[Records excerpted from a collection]
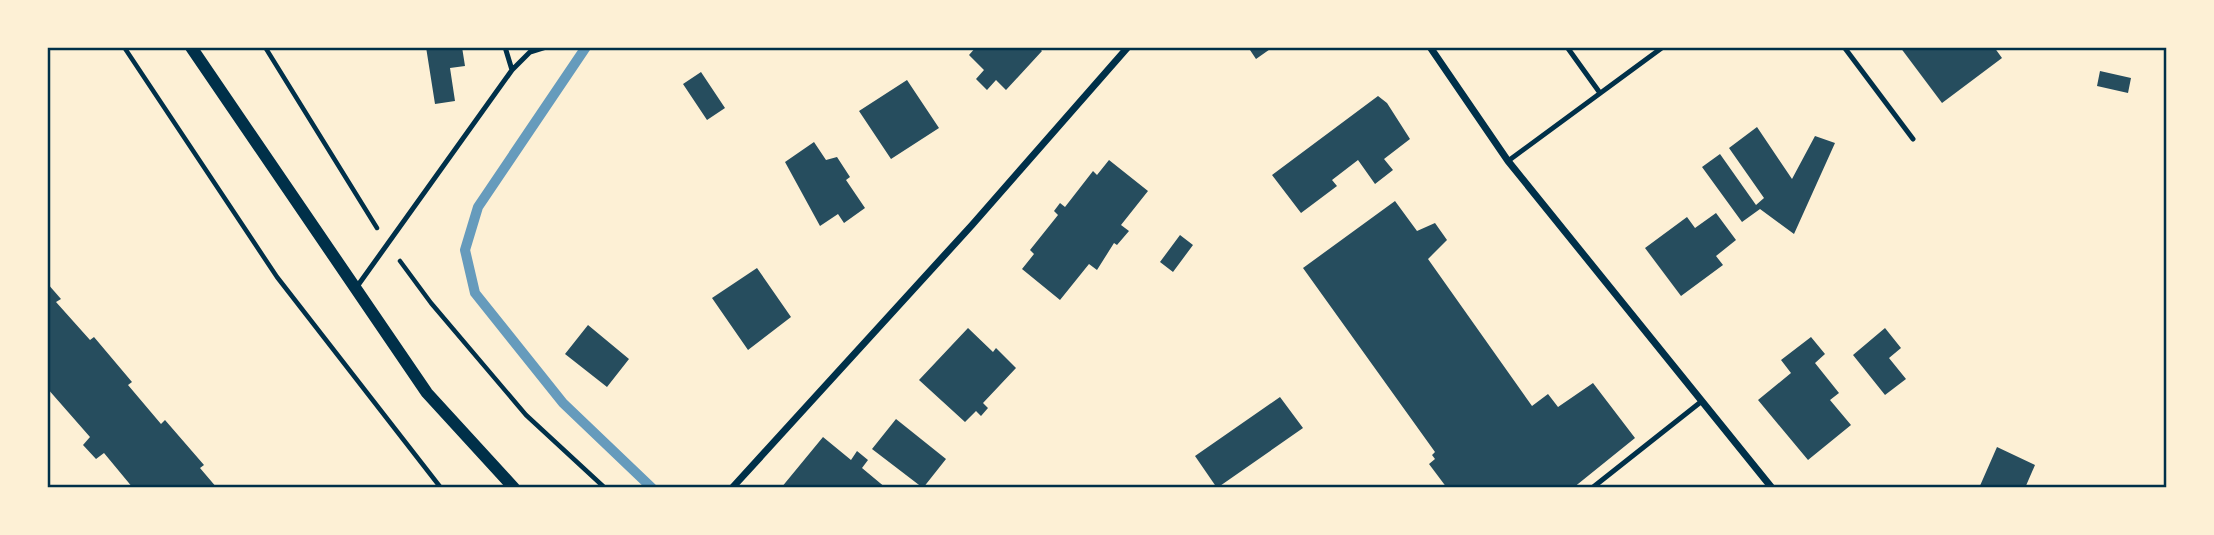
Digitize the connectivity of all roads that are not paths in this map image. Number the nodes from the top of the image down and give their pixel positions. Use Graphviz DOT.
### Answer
graph roads {
  1 [pos="191,47"];
  2 [pos="505,47"];
  3 [pos="546,47"];
  4 [pos="1128,47"];
  5 [pos="1430,47"];
  6 [pos="1567,47"];
  7 [pos="1664,47"];
  8 [pos="1844,47"];
  9 [pos="512,70"];
  10 [pos="1600,93"];
  11 [pos="1913,139"];
  12 [pos="1508,161"];
  13 [pos="354,291"];
  14 [pos="1702,401"];
  15 [pos="514,488"];
  16 [pos="732,488"];
  17 [pos="1592,488"];
  18 [pos="1772,488"];
  1 -- 13 [label="street"];
  2 -- 9 [label="lane"];
  3 -- 9 [label="lane"];
  4 -- 16 [label="street"];
  5 -- 12 [label="street"];
  6 -- 10 [label="lane"];
  7 -- 10 [label="lane"];
  8 -- 11 [label="lane"];
  9 -- 13 [label="lane"];
  10 -- 12 [label="lane"];
  12 -- 14 [label="street"];
  13 -- 15 [label="street"];
  14 -- 17 [label="lane"];
  14 -- 18 [label="street"];
}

Problem requirements. Whenever a picture appears, leave it out, and return every record exactly.

Expected answer.
Digitize the connectivity of all roads that are not paths in this map image. Number the nodes from the top of the image down and give their pixel positions. Use Graphviz DOT.
### Answer
graph roads {
  1 [pos="191,47"];
  2 [pos="505,47"];
  3 [pos="546,47"];
  4 [pos="1128,47"];
  5 [pos="1430,47"];
  6 [pos="1567,47"];
  7 [pos="1664,47"];
  8 [pos="1844,47"];
  9 [pos="512,70"];
  10 [pos="1600,93"];
  11 [pos="1913,139"];
  12 [pos="1508,161"];
  13 [pos="354,291"];
  14 [pos="1702,401"];
  15 [pos="514,488"];
  16 [pos="732,488"];
  17 [pos="1592,488"];
  18 [pos="1772,488"];
  1 -- 13 [label="street"];
  2 -- 9 [label="lane"];
  3 -- 9 [label="lane"];
  4 -- 16 [label="street"];
  5 -- 12 [label="street"];
  6 -- 10 [label="lane"];
  7 -- 10 [label="lane"];
  8 -- 11 [label="lane"];
  9 -- 13 [label="lane"];
  10 -- 12 [label="lane"];
  12 -- 14 [label="street"];
  13 -- 15 [label="street"];
  14 -- 17 [label="lane"];
  14 -- 18 [label="street"];
}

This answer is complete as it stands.